I’m mid-sip when I hear a vehicle pull up at the front of the house. “Who on earth . . .” I mutter as I peer out the window.

There Cash Carson is, in all his glory, unloading a damn pressure washer from the bed of his truck. It looks like a nice one, too, not like the little rinky-dink secondhand one I planned on using. But still, why is he here? Why is he doing this?

I rush up the stairs, slide on my sneakers, rush back down, and out into the front yard. “Cash Carson!” my voice carries clear across the yard. I’m expecting him to answer me, but he doesn’t—he just points that smile of his my way and nods his hello.

I charge down the steps, not stopping until I’m toe-to-toe with him. “What do you think you’re doin’?”

“Take a guess, darlin’.” Calling me darlin’, in that deep, sexy voice sends a pulse straight to my core.

“I don’t feel much like playing games at 7:30 in the morning. Why’re you here?” My tone is snippy, though I’m not actually upset with him. I’m just thrown by his kindness and the effect he has on me.

“To help you, Myla Rose.” I don’t know what’s more unsettling—the way he says my name, or his calling me darlin’. I guess it doesn’t much matter—I feel both all the way down to my damn toes.

“I told you last night, but I’ll tell you again—I’m not incompetent just because I’m pregnant.”

“Never said you were. Doesn’t mean I’m not gonna help. Nothing wrong with a little bit of chivalry.” He turns back to finish setting up his pressure washer but promptly turns back to me. “You wanna go grab your extension cord, and we’ll get started?”

I shake my head yes and set off to grab the cord from the shed. No use arguing with him. His mind seems made up. Plus, the help will be nice.

“Here you go.” I toss the bundled cord to him, and I’m impressed when he catches it.

Taylor would have taken a big ol’ step back so that it would’ve landed at his feet, and then he would have told me I throw like a girl. Asshole. I guess that’s just one more tick in the Pro column for Cash. Not that I’m keeping tabs or anything. Because you don’t do that with friends.

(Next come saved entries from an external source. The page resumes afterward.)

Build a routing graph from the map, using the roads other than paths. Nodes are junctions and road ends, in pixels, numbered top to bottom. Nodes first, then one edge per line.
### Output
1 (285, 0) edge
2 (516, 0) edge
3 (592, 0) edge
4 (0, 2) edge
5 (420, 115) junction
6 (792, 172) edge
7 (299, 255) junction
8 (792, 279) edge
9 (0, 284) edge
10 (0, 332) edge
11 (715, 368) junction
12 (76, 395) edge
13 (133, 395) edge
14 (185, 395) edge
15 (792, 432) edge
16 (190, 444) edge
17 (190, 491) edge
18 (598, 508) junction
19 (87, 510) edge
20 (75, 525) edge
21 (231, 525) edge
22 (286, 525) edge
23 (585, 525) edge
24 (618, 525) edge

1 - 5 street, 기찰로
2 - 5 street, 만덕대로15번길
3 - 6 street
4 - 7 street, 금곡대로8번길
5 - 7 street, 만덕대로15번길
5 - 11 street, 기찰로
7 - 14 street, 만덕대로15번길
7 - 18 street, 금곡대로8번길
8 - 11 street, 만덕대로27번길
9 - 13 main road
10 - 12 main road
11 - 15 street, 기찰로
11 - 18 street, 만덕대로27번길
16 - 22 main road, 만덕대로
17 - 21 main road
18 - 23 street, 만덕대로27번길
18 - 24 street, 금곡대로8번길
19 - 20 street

“Thanks. So, this isn’t really a two-person job. You wanna use your sprayer and work on the porch?”

“Sure thing, Cash. Just holler if you need anything.”

“Will do.”

I get my little pressure washer set up and start blasting the porch clean. There’s something so damn satisfying about watching all that yuck rinse away. Once I finish, I stand back and admire my hard work. Sure, I missed some spots, but I’m pleased with it—Grams would be too, and that’s good enough for me.

“So much for beating the heat,” I whine as a bead of sweat trickles down my back. If I’m this hot and this tired from washing my small space, then I can only imagine how Cash must feel. I make my way to the linen closet to grab him a towel and then back out to find him.

“Hey,” I yell, looking around for him. Following the cord around to the side of the house, I freeze, my words drying up on the spot.

The sight of Cash, shirtless, has rendered me speechless. There’s no six-pack abs or bulging muscles, but Christ on a cracker, the man is rock solid and just oozes power and strength and masculinity.